Benchmarks and reliable DFT results for spin-crossover complexes

TL;DR

This paper evaluates the accuracy of various computational methods for spin-crossover complexes, demonstrating that density-corrected DFT with Hartree-Fock densities offers reliable results and benchmarks for these challenging systems.

Contribution

It introduces the use of all-electron fixed-node diffusion Monte Carlo and density-corrected DFT with Hartree-Fock densities as accurate benchmarks for spin-crossover complexes.

Findings

All-electron diffusion Monte Carlo provides converged benchmarks.

HF-DFT significantly improves accuracy over standard DFT.

HF-DFT eliminates the parameter-dilemma in spin-crossover calculations.

Abstract

DFT is used throughout nanoscience, especially when modeling spin-dependent properties that are important in spintronics.

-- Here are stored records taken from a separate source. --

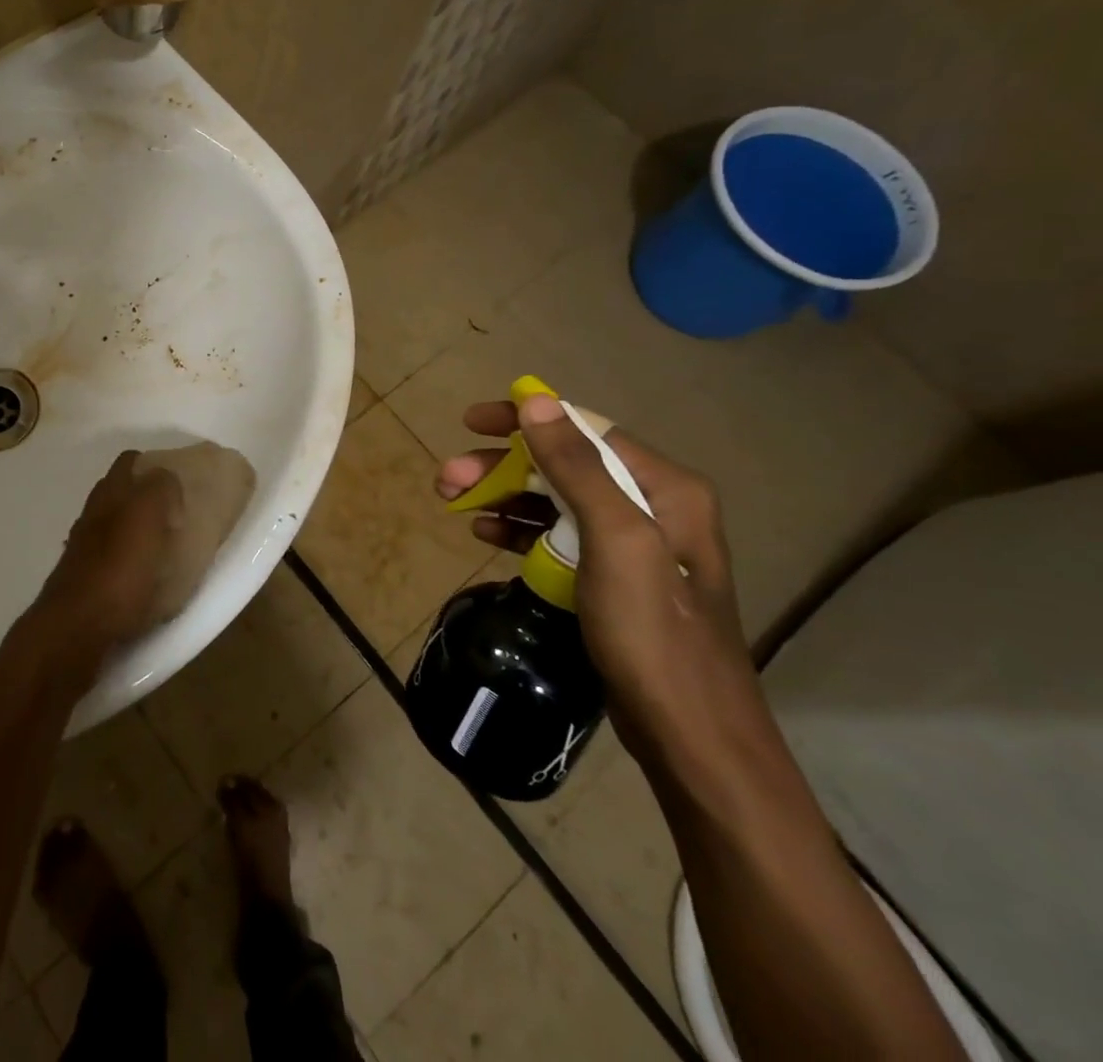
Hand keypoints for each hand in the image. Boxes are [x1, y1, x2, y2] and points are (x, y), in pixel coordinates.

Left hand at [20, 451, 182, 689]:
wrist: (75, 630)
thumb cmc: (118, 570)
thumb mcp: (147, 516)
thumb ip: (159, 489)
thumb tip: (166, 480)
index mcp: (108, 495)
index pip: (128, 462)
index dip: (151, 464)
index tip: (176, 480)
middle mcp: (92, 516)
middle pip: (118, 495)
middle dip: (144, 499)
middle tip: (176, 515)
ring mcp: (83, 550)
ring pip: (113, 529)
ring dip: (135, 533)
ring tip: (165, 550)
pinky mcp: (84, 583)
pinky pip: (112, 563)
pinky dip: (128, 564)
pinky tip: (144, 581)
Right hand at [436, 393, 763, 768]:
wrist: (691, 737)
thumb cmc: (653, 633)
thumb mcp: (616, 541)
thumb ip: (577, 468)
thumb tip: (536, 401)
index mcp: (664, 487)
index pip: (584, 429)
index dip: (525, 419)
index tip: (471, 422)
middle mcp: (652, 506)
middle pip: (562, 465)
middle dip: (501, 466)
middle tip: (447, 478)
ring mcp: (632, 546)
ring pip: (553, 501)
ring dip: (502, 496)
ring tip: (454, 504)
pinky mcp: (612, 579)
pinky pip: (556, 536)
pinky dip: (518, 530)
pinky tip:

But standard quantum chemical methods (both CCSD(T) and self-consistent semilocal density functional calculations) fail badly for the spin adiabatic energy difference in Fe(II) spin-crossover complexes. We show that all-electron fixed-node diffusion Monte Carlo can be converged at significant computational cost, and that the B3LYP single-determinant has sufficiently accurate nodes, providing benchmarks for these systems. We also find that density-corrected DFT, using Hartree-Fock densities (HF-DFT), greatly improves accuracy and reduces dependence on approximations for these calculations. The small gap in the self-consistent DFT calculations for the high-spin state is consistent with this. For the spin adiabatic energy differences in these complexes, HF-DFT is both accurate and reliable, and we make a strong prediction for the Fe-Porphyrin complex. The "parameter-dilemma" of needing different amounts of mixing for different properties is eliminated by HF-DFT.